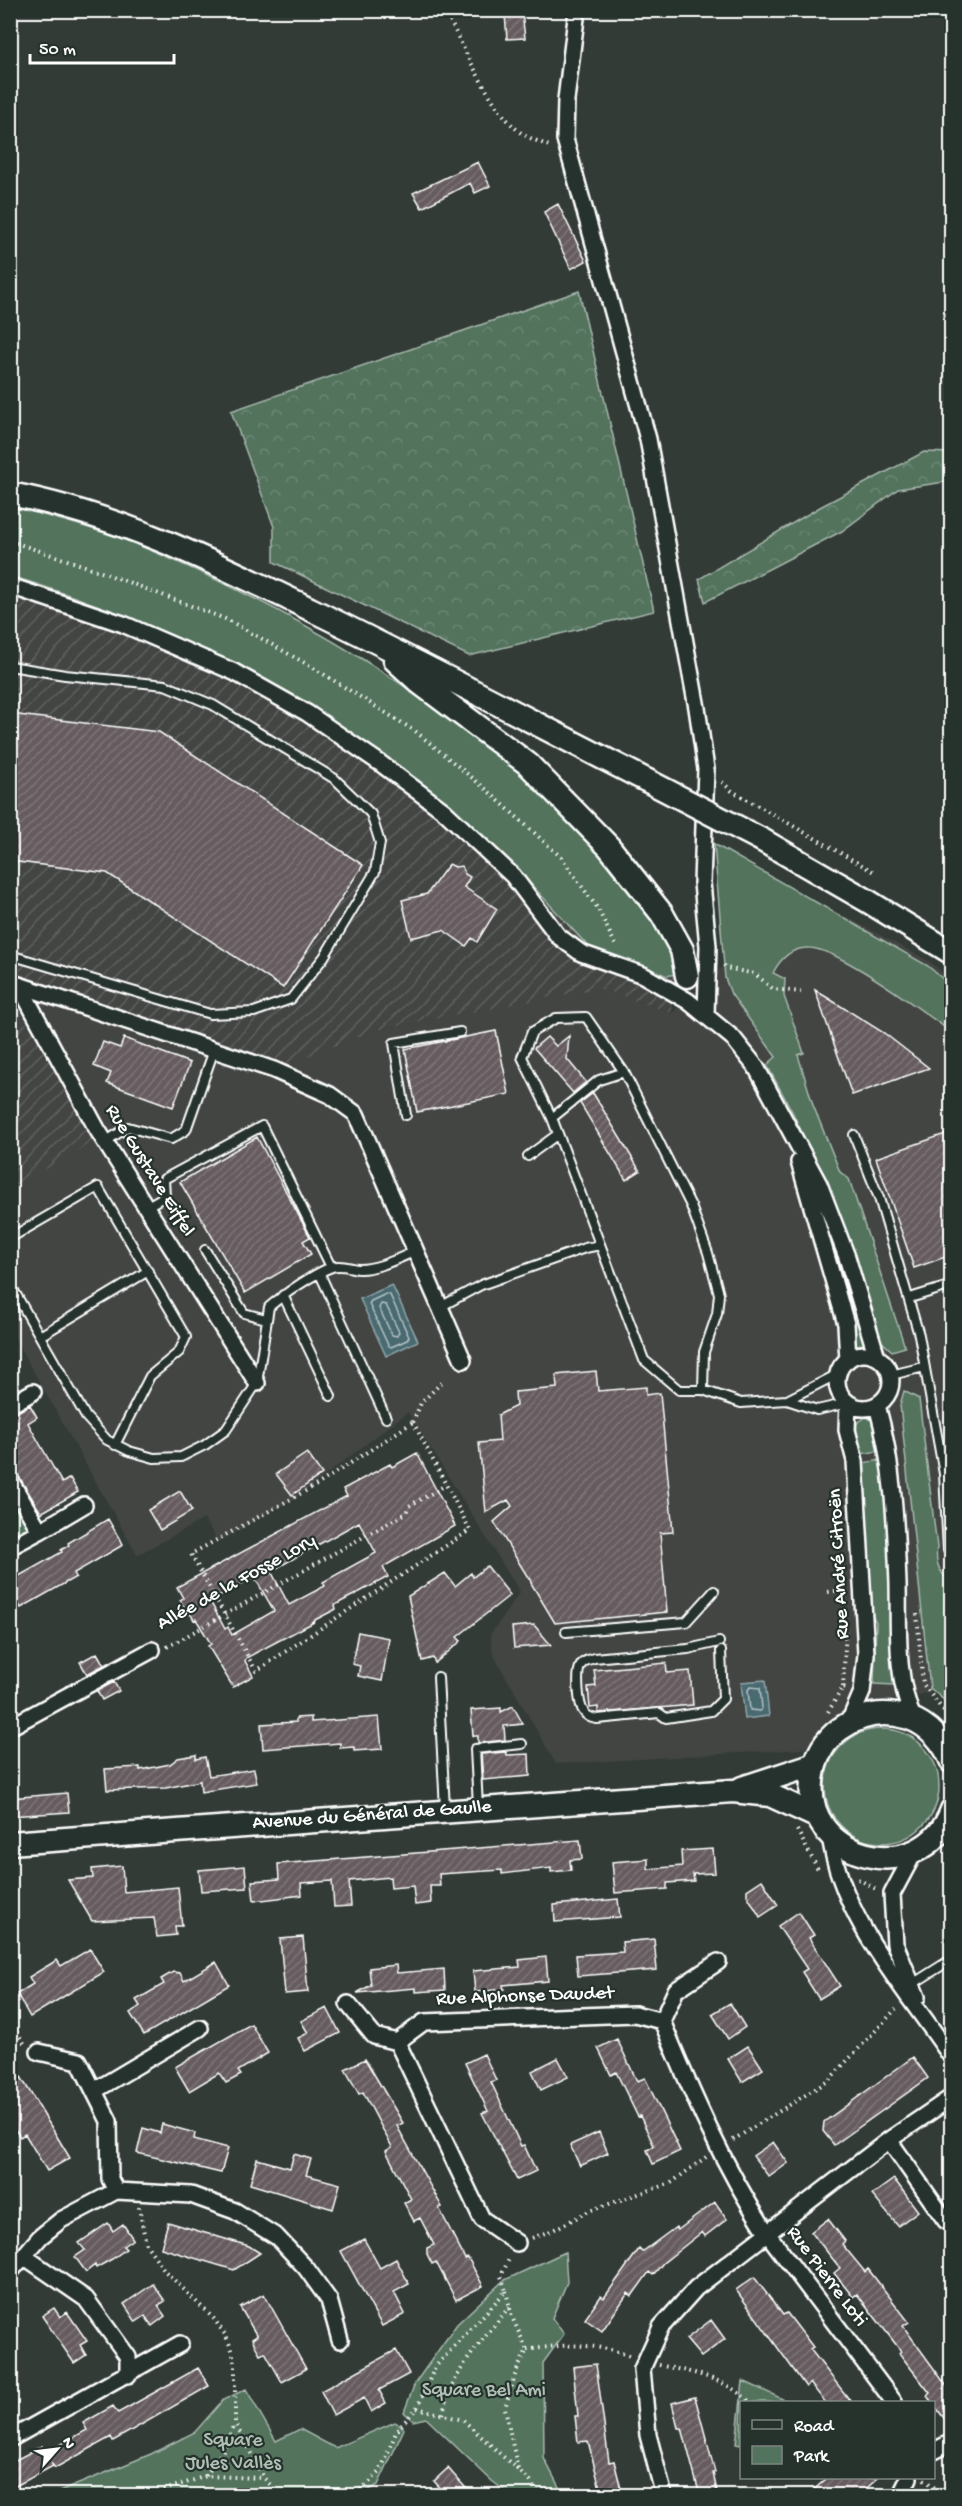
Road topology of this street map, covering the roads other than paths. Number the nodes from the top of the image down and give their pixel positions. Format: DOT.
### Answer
graph roads {
  1 [pos="577,10"];
  2 [pos="10,494"];
  3 [pos="10,586"];
  4 [pos="374,640"];
  5 [pos="10,666"];
  6 [pos="708,946"];
  7 [pos="951,952"];
  8 [pos="10,955"];
  9 [pos="687,976"];
  10 [pos="15,983"];
  11 [pos="688,1001"];
  12 [pos="706,1015"];
  13 [pos="460,1032"];
  14 [pos="214,1050"];
  15 [pos="624,1072"];
  16 [pos="406,1115"];
  17 [pos="552,1118"];
  18 [pos="790,1133"];
  19 [pos="558,1134"];
  20 [pos="854,1135"];
  21 [pos="105,1142"];
  22 [pos="528,1156"];
  23 [pos="146,1207"];
  24 [pos="10,1238"];
  25 [pos="600,1245"];
  26 [pos="205,1250"];
  27 [pos="417,1251"];
  28 [pos="331,1267"];
  29 [pos="148,1271"];
  30 [pos="320,1274"];
  31 [pos="10,1284"];
  32 [pos="951,1285"];
  33 [pos="282,1295"];
  34 [pos="910,1298"];
  35 [pos="442,1306"];
  36 [pos="266,1320"];
  37 [pos="40,1336"];
  38 [pos="877,1357"];
  39 [pos="464,1360"];
  40 [pos="848,1360"];
  41 [pos="924,1367"];
  42 [pos="838,1374"];
  43 [pos="891,1374"];
  44 [pos="257,1383"];
  45 [pos="703,1390"];
  46 [pos="33,1392"];
  47 [pos="331,1396"];
  48 [pos="787,1401"];
  49 [pos="848,1403"];
  50 [pos="10,1405"];
  51 [pos="877,1405"];
  52 [pos="386,1418"];
  53 [pos="115,1444"];
  54 [pos="948,1473"];
  55 [pos="10,1480"];
  56 [pos="84,1505"];
  57 [pos="40,1531"];
  58 [pos="10,1547"];
  59 [pos="951,1557"];
  60 [pos="714,1591"];
  61 [pos="566,1632"];
  62 [pos="720,1646"];
  63 [pos="152,1650"];
  64 [pos="438,1677"];
  65 [pos="914,1720"];
  66 [pos="849,1722"];
  67 [pos="10,1726"];
  68 [pos="522,1744"];
  69 [pos="950,1757"];
  70 [pos="815,1764"];
  71 [pos="733,1791"];
  72 [pos="478,1809"];
  73 [pos="446,1810"];
  74 [pos="950,1815"];
  75 [pos="824,1826"];
  76 [pos="10,1843"];
  77 [pos="915,1851"];
  78 [pos="951,1893"];
  79 [pos="951,1959"];
  80 [pos="718,1962"];
  81 [pos="906,1987"];
  82 [pos="348,2004"];
  83 [pos="662,2021"];
  84 [pos="200,2028"];
  85 [pos="397,2042"];
  86 [pos="39,2052"];
  87 [pos="951,2058"];
  88 [pos="94,2091"];
  89 [pos="951,2097"];
  90 [pos="889,2140"];
  91 [pos="116,2191"];
  92 [pos="946,2221"];
  93 [pos="767,2233"];
  94 [pos="517,2243"];
  95 [pos="25,2257"];
  96 [pos="10,2272"];
  97 [pos="340,2340"];
  98 [pos="180,2344"];
  99 [pos="128,2374"];
  100 [pos="893,2401"];
  101 [pos="10,2439"];
  102 [pos="951,2442"];
  103 [pos="935,2450"];
  104 [pos="908,2479"];
  105 [pos="664,2496"];
  106 [pos="900,2496"];
  1 -- 6 [label="street"];
  2 -- 4 [label="main road"];
  3 -- 11 [label="street"];
  4 -- 7 [label="main road, bridge"];
  4 -- 9 [label="main road"];
  5 -- 8 [label="lane"];
  6 -- 9 [label="street"];
  6 -- 12 [label="street"];
  9 -- 11 [label="street"];
  10 -- 14 [label="street"];
  10 -- 21 [label="street, Rue Gustave Eiffel"];
  11 -- 12 [label="street"];
  12 -- 18 [label="street"];
  13 -- 16 [label="lane"];
  14 -- 21 [label="lane"];
  14 -- 27 [label="street"];
  15 -- 17 [label="lane"];
  15 -- 17 [label="lane"];
  15 -- 45 [label="lane"];
  17 -- 19 [label="lane"];
  18 -- 38 [label="street"];
  18 -- 40 [label="street"];
  19 -- 22 [label="lane"];
  19 -- 25 [label="lane"];
  20 -- 34 [label="lane"];
  21 -- 23 [label="street, Rue Gustave Eiffel"];
  23 -- 28 [label="lane"];
  23 -- 44 [label="street, Rue Gustave Eiffel"];
  24 -- 29 [label="lane"];
  25 -- 35 [label="lane"];
  25 -- 45 [label="lane"];
  26 -- 36 [label="lane"];
  27 -- 28 [label="lane"];
  27 -- 35 [label="street"];
  28 -- 30 [label="lane"];
  29 -- 37 [label="lane"];
  29 -- 53 [label="lane"];
  30 -- 33 [label="lane"];
  30 -- 52 [label="lane"];
  31 -- 37 [label="lane"];
  32 -- 34 [label="lane"];
  33 -- 36 [label="lane"];
  33 -- 47 [label="lane"];
  34 -- 41 [label="lane"];
  35 -- 39 [label="street"];
  36 -- 44 [label="lane"];
  37 -- 53 [label="lane"];
  38 -- 40 [label="street"];
  38 -- 43 [label="street"];
  40 -- 42 [label="street"];
  41 -- 43 [label="lane"];
  41 -- 54 [label="lane"];
  42 -- 48 [label="lane"];
  42 -- 49 [label="street"];
  43 -- 51 [label="street"];
  44 -- 53 [label="lane"];
  45 -- 48 [label="lane"];
  46 -- 50 [label="street"];
  48 -- 49 [label="lane"];
  49 -- 51 [label="street"];
  49 -- 66 [label="street, Rue André Citroën"];
  51 -- 65 [label="street"];
  54 -- 59 [label="lane"];
  55 -- 57 [label="street"];
  56 -- 57 [label="street"];
  57 -- 58 [label="street"];
  60 -- 61 [label="lane"];
  62 -- 62 [label="lane"];
  63 -- 67 [label="street, Allée de la Fosse Lory"];
  64 -- 73 [label="lane"];
  65 -- 66 [label="main road"];
  65 -- 69 [label="main road"];
  66 -- 70 [label="main road"];
  68 -- 72 [label="lane"];
  70 -- 71 [label="main road, Avenue du Général de Gaulle"];
  70 -- 75 [label="main road"];
  71 -- 72 [label="main road, Avenue du Général de Gaulle"];
  71 -- 75 [label="main road, Avenue du Général de Gaulle"];
  72 -- 73 [label="main road, Avenue du Général de Gaulle"];
  73 -- 76 [label="main road, Avenue du Général de Gaulle"];
  74 -- 77 [label="main road"];
  75 -- 77 [label="main road, Avenue du Général de Gaulle"];
  75 -- 81 [label="street"];
  77 -- 81 [label="street"];
  78 -- 79 [label="lane"];
  79 -- 81 [label="lane"];
  80 -- 83 [label="street"];
  81 -- 87 [label="street"];
  82 -- 85 [label="street"];
  83 -- 85 [label="street, Rue Alphonse Daudet"];
  83 -- 93 [label="street"];
  84 -- 88 [label="street"];
  85 -- 94 [label="street"];
  86 -- 88 [label="street"];
  88 -- 91 [label="street"];
  89 -- 90 [label="street, Rue Pierre Loti"];
  90 -- 92 [label="street"];
  90 -- 93 [label="street, Rue Pierre Loti"];
  91 -- 95 [label="street"];
  91 -- 97 [label="street"];
  93 -- 100 [label="street, Rue Pierre Loti"];
  93 -- 105 [label="street"];
  95 -- 96 [label="street"];
  95 -- 99 [label="street"];
  98 -- 99 [label="street"];
  99 -- 101 [label="street"];
  102 -- 103 [label="street"];
  104 -- 106 [label="street"];
}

### TASK TO CARRY OUT
Could you restate every record above word for word, leaving the pictures out?

### RESPONSE FOR THIS EXERCISE
Road topology of this street map, covering the roads other than paths. Number the nodes from the top of the image down and give their pixel positions. Format: DOT.
### Answer
graph roads {
  1 [pos="577,10"];
  2 [pos="10,494"];
  3 [pos="10,586"];
  4 [pos="374,640"];
  5 [pos="10,666"];
  6 [pos="708,946"];
  7 [pos="951,952"];
  8 [pos="10,955"];
  9 [pos="687,976"];
  10 [pos="15,983"];
  11 [pos="688,1001"];
  12 [pos="706,1015"];
  13 [pos="460,1032"];
  14 [pos="214,1050"];
  15 [pos="624,1072"];
  16 [pos="406,1115"];
  17 [pos="552,1118"];
  18 [pos="790,1133"];
  19 [pos="558,1134"];
  20 [pos="854,1135"];
  21 [pos="105,1142"];
  22 [pos="528,1156"];
  23 [pos="146,1207"];
  24 [pos="10,1238"];
  25 [pos="600,1245"];
  26 [pos="205,1250"];
  27 [pos="417,1251"];
  28 [pos="331,1267"];
  29 [pos="148,1271"];
  30 [pos="320,1274"];
  31 [pos="10,1284"];
  32 [pos="951,1285"];
  33 [pos="282,1295"];
  34 [pos="910,1298"];
  35 [pos="442,1306"];
  36 [pos="266,1320"];
  37 [pos="40,1336"];
  38 [pos="877,1357"];
  39 [pos="464,1360"];
  40 [pos="848,1360"];
  41 [pos="924,1367"];
  42 [pos="838,1374"];
  43 [pos="891,1374"];
  44 [pos="257,1383"];
  45 [pos="703,1390"];
  46 [pos="33,1392"];
  47 [pos="331,1396"];
  48 [pos="787,1401"];
  49 [pos="848,1403"];
  50 [pos="10,1405"];
  51 [pos="877,1405"];
  52 [pos="386,1418"];
  53 [pos="115,1444"];
  54 [pos="948,1473"];
  55 [pos="10,1480"];
  56 [pos="84,1505"];
  57 [pos="40,1531"];
  58 [pos="10,1547"];
  59 [pos="951,1557"];
  60 [pos="714,1591"];
  61 [pos="566,1632"];
  62 [pos="720,1646"];
  63 [pos="152,1650"];
  64 [pos="438,1677"];
  65 [pos="914,1720"];
  66 [pos="849,1722"];
  67 [pos="10,1726"];
  68 [pos="522,1744"];
  69 [pos="950,1757"];
  70 [pos="815,1764"];
  71 [pos="733,1791"];
  72 [pos="478,1809"];
  73 [pos="446,1810"];
  74 [pos="950,1815"];
  75 [pos="824,1826"];
  76 [pos="10,1843"];
  77 [pos="915,1851"];
  78 [pos="951,1893"];
  79 [pos="951,1959"];
  80 [pos="718,1962"];
  81 [pos="906,1987"];
  82 [pos="348,2004"];
  83 [pos="662,2021"];
  84 [pos="200,2028"];
  85 [pos="397,2042"];
  86 [pos="39,2052"];
  87 [pos="951,2058"];
  88 [pos="94,2091"];
  89 [pos="951,2097"];
  90 [pos="889,2140"];
  91 [pos="116,2191"];
  92 [pos="946,2221"];
  93 [pos="767,2233"];
  94 [pos="517,2243"];
  95 [pos="25,2257"];
  96 [pos="10,2272"];
  97 [pos="340,2340"];
  98 [pos="180,2344"];
  99 [pos="128,2374"];
  100 [pos="893,2401"];
  101 [pos="10,2439"];
  102 [pos="951,2442"];
  103 [pos="935,2450"];
  104 [pos="908,2479"];
  105 [pos="664,2496"];
  106 [pos="900,2496"];
  1 -- 6 [label="street"];
  2 -- 4 [label="main road"];
  3 -- 11 [label="street"];
  4 -- 7 [label="main road, bridge"];
  4 -- 9 [label="main road"];
  5 -- 8 [label="lane"];
  6 -- 9 [label="street"];
  6 -- 12 [label="street"];
  9 -- 11 [label="street"];
  10 -- 14 [label="street"];
  10 -- 21 [label="street, Rue Gustave Eiffel"];
  11 -- 12 [label="street"];
  12 -- 18 [label="street"];
  13 -- 16 [label="lane"];
  14 -- 21 [label="lane"];
  14 -- 27 [label="street"];
  15 -- 17 [label="lane"];
  15 -- 17 [label="lane"];
  15 -- 45 [label="lane"];
  17 -- 19 [label="lane"];
  18 -- 38 [label="street"];
  18 -- 40 [label="street"];
  19 -- 22 [label="lane"];
  19 -- 25 [label="lane"];
  20 -- 34 [label="lane"];
  21 -- 23 [label="street, Rue Gustave Eiffel"];
  23 -- 28 [label="lane"];
  23 -- 44 [label="street, Rue Gustave Eiffel"];
  24 -- 29 [label="lane"];
  25 -- 35 [label="lane"];
  25 -- 45 [label="lane"];
  26 -- 36 [label="lane"];
  27 -- 28 [label="lane"];
  27 -- 35 [label="street"];
  28 -- 30 [label="lane"];
  29 -- 37 [label="lane"];
  29 -- 53 [label="lane"];
  30 -- 33 [label="lane"];
  30 -- 52 [label="lane"];
  31 -- 37 [label="lane"];
  32 -- 34 [label="lane"];
  33 -- 36 [label="lane"];
  33 -- 47 [label="lane"];
  34 -- 41 [label="lane"];
  35 -- 39 [label="street"];
  36 -- 44 [label="lane"];
  37 -- 53 [label="lane"];
  38 -- 40 [label="street"];
  38 -- 43 [label="street"];
  40 -- 42 [label="street"];
  41 -- 43 [label="lane"];
  41 -- 54 [label="lane"];
  42 -- 48 [label="lane"];
  42 -- 49 [label="street"];
  43 -- 51 [label="street"];
  44 -- 53 [label="lane"];
  45 -- 48 [label="lane"];
  46 -- 50 [label="street"];
  48 -- 49 [label="lane"];
  49 -- 51 [label="street"];
  49 -- 66 [label="street, Rue André Citroën"];
  51 -- 65 [label="street"];
  54 -- 59 [label="lane"];
  55 -- 57 [label="street"];
  56 -- 57 [label="street"];
  57 -- 58 [label="street"];
  60 -- 61 [label="lane"];
  62 -- 62 [label="lane"];
  63 -- 67 [label="street, Allée de la Fosse Lory"];
  64 -- 73 [label="lane"];
  65 -- 66 [label="main road"];
  65 -- 69 [label="main road"];
  66 -- 70 [label="main road"];
  68 -- 72 [label="lane"];
  70 -- 71 [label="main road, Avenue du Général de Gaulle"];
  70 -- 75 [label="main road"];
  71 -- 72 [label="main road, Avenue du Général de Gaulle"];
  71 -- 75 [label="main road, Avenue du Général de Gaulle"];
  72 -- 73 [label="main road, Avenue du Général de Gaulle"];
  73 -- 76 [label="main road, Avenue du Général de Gaulle"];
  74 -- 77 [label="main road"];
  75 -- 77 [label="main road, Avenue du Général de Gaulle"];
  75 -- 81 [label="street"];
  77 -- 81 [label="street"];
  78 -- 79 [label="lane"];
  79 -- 81 [label="lane"];
  80 -- 83 [label="street"];
  81 -- 87 [label="street"];
  82 -- 85 [label="street"];
  83 -- 85 [label="street, Rue Alphonse Daudet"];
  83 -- 93 [label="street"];
  84 -- 88 [label="street"];
  85 -- 94 [label="street"];
  86 -- 88 [label="street"];
  88 -- 91 [label="street"];
  89 -- 90 [label="street, Rue Pierre Loti"];
  90 -- 92 [label="street"];
  90 -- 93 [label="street, Rue Pierre Loti"];
  91 -- 95 [label="street"];
  91 -- 97 [label="street"];
  93 -- 100 [label="street, Rue Pierre Loti"];
  93 -- 105 [label="street"];
  95 -- 96 [label="street"];
  95 -- 99 [label="street"];
  98 -- 99 [label="street"];
  99 -- 101 [label="street"];
  102 -- 103 [label="street"];
  104 -- 106 [label="street"];
}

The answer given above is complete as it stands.